In New York City, a construction crane on a 90-story building partially collapsed in strong winds, leaving a large portion dangling over West 57th Street in Midtown. Police had cordoned off the street and surrounding area. Floodwaters were reported in various subway stations across the city. The New York Stock Exchange was closed for two days due to weather for the first time in more than a century.
Far away from the Tampa Bay Area, one casualty of the storm had a local connection. The HMS Bounty, en route from Connecticut to St. Petersburg, sunk in high winds and seas off the coast of North Carolina. The U.S. Coast Guard heroically rescued 14 crewmembers from life rafts, another crewmember was found unresponsive and later died, and the 63-year-old captain, Robin Walbridge of St. Petersburg, was still missing. The 180-foot ship had appeared in several movies, including 1962’s Mutiny on the Bounty starring Marlon Brando. Over the years, it had become an iconic part of the St. Petersburg waterfront. Although a stop in St. Petersburg was on the itinerary, the ship was scheduled to winter in Galveston, Texas.
As the storm made landfall in southern New Jersey, Maryland was beginning to flood and trees were downed in Massachusetts. By Wednesday morning, it was estimated by the AP that the storm caused the deaths of 55 people and more than seven million people were thought to be without power. The total impact of the storm, however, may not be known for days.

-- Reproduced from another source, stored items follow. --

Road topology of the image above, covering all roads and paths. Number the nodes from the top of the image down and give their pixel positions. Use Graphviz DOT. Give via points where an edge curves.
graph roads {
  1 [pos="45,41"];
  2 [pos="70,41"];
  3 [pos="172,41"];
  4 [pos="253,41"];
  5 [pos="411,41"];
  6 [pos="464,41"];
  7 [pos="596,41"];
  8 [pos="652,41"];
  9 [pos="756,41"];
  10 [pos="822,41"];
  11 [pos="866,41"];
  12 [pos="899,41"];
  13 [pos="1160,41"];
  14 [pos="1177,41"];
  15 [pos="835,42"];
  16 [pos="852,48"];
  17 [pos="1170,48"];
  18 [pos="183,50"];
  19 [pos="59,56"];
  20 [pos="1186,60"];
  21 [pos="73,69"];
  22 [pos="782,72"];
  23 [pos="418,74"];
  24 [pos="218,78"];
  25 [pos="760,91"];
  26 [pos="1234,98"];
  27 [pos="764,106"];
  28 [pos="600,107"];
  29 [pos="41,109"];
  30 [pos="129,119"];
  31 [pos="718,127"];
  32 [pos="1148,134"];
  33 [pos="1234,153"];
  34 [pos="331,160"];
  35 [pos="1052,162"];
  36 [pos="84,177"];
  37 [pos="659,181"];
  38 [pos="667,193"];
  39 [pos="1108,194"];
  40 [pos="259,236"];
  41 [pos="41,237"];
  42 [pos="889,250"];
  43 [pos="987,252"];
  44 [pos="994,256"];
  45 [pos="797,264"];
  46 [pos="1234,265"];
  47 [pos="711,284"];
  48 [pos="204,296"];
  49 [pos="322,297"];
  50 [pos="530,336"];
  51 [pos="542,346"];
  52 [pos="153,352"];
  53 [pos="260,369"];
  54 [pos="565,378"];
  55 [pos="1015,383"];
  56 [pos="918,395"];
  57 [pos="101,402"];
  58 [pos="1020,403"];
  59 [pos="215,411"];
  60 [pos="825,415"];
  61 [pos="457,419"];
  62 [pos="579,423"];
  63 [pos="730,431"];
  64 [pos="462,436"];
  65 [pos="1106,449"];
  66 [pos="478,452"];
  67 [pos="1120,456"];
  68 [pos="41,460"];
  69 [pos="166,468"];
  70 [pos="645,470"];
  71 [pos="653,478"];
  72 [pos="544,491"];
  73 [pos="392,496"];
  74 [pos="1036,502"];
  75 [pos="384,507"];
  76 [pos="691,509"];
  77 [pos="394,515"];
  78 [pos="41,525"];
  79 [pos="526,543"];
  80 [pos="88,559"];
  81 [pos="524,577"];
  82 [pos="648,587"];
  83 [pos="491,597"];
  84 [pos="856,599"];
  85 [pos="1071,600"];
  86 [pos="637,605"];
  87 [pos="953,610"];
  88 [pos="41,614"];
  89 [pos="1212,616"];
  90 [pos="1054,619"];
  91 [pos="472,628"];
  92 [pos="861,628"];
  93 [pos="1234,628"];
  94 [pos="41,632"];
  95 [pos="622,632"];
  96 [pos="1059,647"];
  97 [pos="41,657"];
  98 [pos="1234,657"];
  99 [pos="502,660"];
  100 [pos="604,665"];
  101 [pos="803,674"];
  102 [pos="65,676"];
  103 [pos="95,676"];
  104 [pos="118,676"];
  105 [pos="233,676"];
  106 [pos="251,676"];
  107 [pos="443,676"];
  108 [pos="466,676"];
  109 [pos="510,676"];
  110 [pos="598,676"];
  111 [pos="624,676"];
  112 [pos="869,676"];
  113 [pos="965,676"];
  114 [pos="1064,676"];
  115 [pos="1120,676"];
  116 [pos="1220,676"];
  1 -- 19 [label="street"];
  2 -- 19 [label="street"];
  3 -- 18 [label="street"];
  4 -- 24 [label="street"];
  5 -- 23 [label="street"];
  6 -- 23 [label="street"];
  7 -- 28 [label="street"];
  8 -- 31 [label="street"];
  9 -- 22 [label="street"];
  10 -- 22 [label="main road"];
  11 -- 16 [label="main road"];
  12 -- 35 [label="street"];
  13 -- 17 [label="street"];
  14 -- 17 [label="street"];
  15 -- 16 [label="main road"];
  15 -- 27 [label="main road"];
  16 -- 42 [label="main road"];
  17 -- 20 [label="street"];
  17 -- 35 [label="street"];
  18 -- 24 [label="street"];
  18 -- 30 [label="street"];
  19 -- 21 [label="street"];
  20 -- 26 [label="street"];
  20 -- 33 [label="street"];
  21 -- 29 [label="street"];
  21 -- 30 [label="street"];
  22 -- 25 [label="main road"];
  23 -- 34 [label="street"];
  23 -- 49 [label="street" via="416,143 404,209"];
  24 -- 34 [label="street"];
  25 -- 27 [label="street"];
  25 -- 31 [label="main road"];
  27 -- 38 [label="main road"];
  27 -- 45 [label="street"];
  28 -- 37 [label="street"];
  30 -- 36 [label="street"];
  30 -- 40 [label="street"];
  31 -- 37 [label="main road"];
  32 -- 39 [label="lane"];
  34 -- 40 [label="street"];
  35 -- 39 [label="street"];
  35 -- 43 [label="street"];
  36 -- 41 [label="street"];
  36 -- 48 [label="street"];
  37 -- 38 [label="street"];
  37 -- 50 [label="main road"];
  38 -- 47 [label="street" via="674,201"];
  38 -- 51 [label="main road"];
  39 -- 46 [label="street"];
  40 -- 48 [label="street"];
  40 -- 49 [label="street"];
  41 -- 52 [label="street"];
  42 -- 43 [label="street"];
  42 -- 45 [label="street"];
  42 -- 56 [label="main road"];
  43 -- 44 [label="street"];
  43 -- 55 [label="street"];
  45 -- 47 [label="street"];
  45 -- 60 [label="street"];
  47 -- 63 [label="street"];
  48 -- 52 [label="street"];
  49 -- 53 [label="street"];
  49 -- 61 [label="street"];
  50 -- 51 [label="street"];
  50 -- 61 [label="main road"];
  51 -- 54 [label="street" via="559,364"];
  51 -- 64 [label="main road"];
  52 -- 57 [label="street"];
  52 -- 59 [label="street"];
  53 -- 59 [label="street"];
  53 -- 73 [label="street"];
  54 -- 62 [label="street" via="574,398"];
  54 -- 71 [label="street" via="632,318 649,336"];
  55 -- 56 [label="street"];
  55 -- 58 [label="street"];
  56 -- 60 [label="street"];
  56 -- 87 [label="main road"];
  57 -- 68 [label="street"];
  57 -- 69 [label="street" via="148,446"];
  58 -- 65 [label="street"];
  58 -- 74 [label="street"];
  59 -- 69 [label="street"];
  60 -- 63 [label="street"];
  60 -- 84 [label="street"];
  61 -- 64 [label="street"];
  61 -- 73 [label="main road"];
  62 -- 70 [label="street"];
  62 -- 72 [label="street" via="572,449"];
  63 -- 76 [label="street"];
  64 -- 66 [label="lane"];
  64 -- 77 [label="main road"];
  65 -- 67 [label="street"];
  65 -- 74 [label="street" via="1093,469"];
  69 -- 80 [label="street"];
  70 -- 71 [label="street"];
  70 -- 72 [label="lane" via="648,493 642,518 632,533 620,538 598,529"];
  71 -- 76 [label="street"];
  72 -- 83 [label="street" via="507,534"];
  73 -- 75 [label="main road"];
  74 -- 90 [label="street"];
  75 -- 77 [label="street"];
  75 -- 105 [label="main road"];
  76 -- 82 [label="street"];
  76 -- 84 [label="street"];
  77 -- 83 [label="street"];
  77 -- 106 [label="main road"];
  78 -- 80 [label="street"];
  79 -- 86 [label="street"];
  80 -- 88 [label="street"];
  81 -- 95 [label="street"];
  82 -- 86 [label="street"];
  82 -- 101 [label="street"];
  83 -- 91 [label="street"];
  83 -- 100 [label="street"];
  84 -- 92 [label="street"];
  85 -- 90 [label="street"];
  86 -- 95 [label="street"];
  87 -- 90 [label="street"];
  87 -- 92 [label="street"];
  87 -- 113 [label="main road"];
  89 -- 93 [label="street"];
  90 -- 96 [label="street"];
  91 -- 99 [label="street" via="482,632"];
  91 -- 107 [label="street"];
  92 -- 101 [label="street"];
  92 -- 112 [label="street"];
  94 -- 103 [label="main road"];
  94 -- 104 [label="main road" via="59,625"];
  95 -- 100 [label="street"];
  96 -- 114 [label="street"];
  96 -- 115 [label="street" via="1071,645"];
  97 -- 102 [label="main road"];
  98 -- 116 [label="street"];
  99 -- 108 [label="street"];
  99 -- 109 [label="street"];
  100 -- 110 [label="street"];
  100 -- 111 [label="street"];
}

Referred to as the “Frankenstorm” or the “Storm of a Lifetime,” it was unusual in several respects, not the least of which was a powerful hurricane traveling so far north so late in the season. In addition to sheer size, the storm also set a record for the lowest barometric pressure ever recorded north of Cape Hattaras, NC, at 942 millibars.
Adding to the woes of residents in the northeast, the storm merged with a powerful cold front and was penned in by a high-pressure system in the Atlantic, the result being days of damaging and potentially life-threatening conditions for millions of people.
On Monday evening, Florida Governor Rick Scott issued a statement offering assistance to states impacted by Hurricane Sandy, offering equipment and personnel expertise based on Florida’s long history of recovering from such storms.